### [Task item]
Going line by line through the records below, count those containing the word "true", then give only the count.

### [Entries provided]

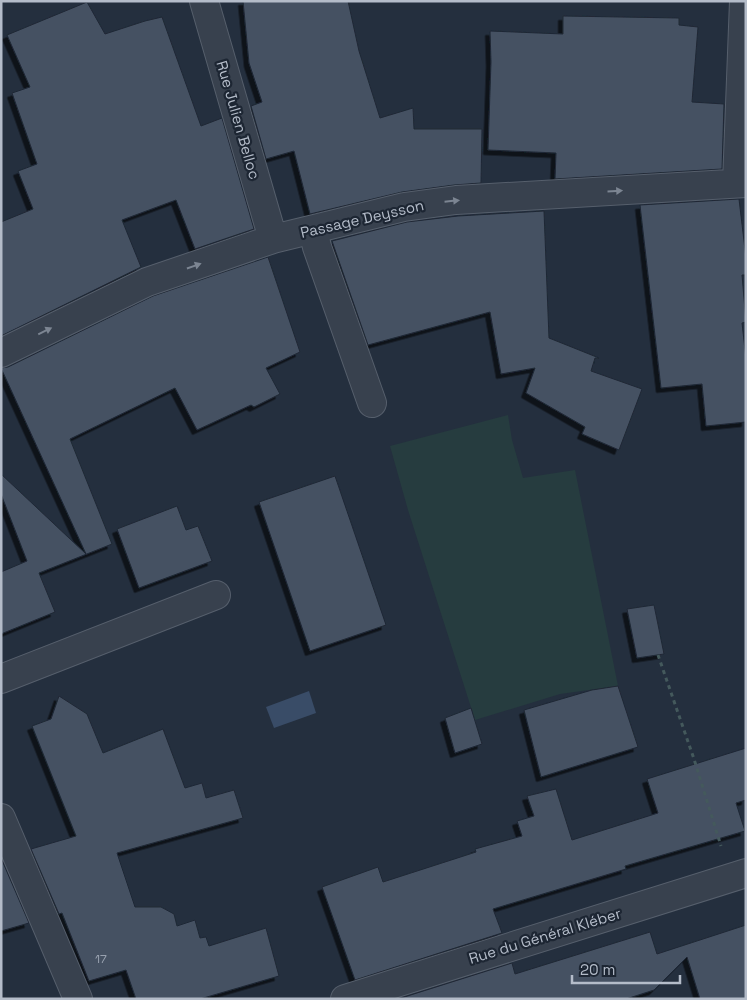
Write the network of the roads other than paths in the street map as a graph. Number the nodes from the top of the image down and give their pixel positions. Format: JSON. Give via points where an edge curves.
{"nodes":[{"id":1,"x":204,"y":1,"type":"edge"},
{"id":2,"x":744,"y":1,"type":"edge"},
{"id":3,"x":741,"y":183,"type":"edge"},
{"id":4,"x":313,"y":230,"type":"junction"},
{"id":5,"x":273,"y":239,"type":"junction"},
{"id":6,"x":1,"y":353,"type":"edge"},
{"id":7,"x":372,"y":403,"type":"dead end"},
{"id":8,"x":216,"y":595,"type":"dead end"},
{"id":9,"x":1,"y":678,"type":"edge"},
{"id":10,"x":1,"y":818,"type":"edge"},
{"id":11,"x":738,"y":876,"type":"edge"},
{"id":12,"x":78,"y":999,"type":"edge"},
{"id":13,"x":345,"y":999,"type":"edge"}],
"edges":[{"from":1,"to":5,"type":"street","name":"Rue Julien Belloc"},
{"from":2,"to":3,"type":"street"},
{"from":4,"to":3,"type":"street","name":"Passage Deysson","one_way":true,"via":[[404,207],[456,200]]},
{"from":4,"to":5,"type":"street","name":"Passage Deysson"},
{"from":4,"to":7,"type":"street"},
{"from":6,"to":5,"type":"street","name":"Passage Deysson","one_way":true,"via":[[148,282]]},
{"from":8,"to":9,"type":"street"},
{"from":10,"to":12,"type":"street"},
{"from":11,"to":13,"type":"street","name":"Rue du Général Kléber"}]}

### [Reply]
2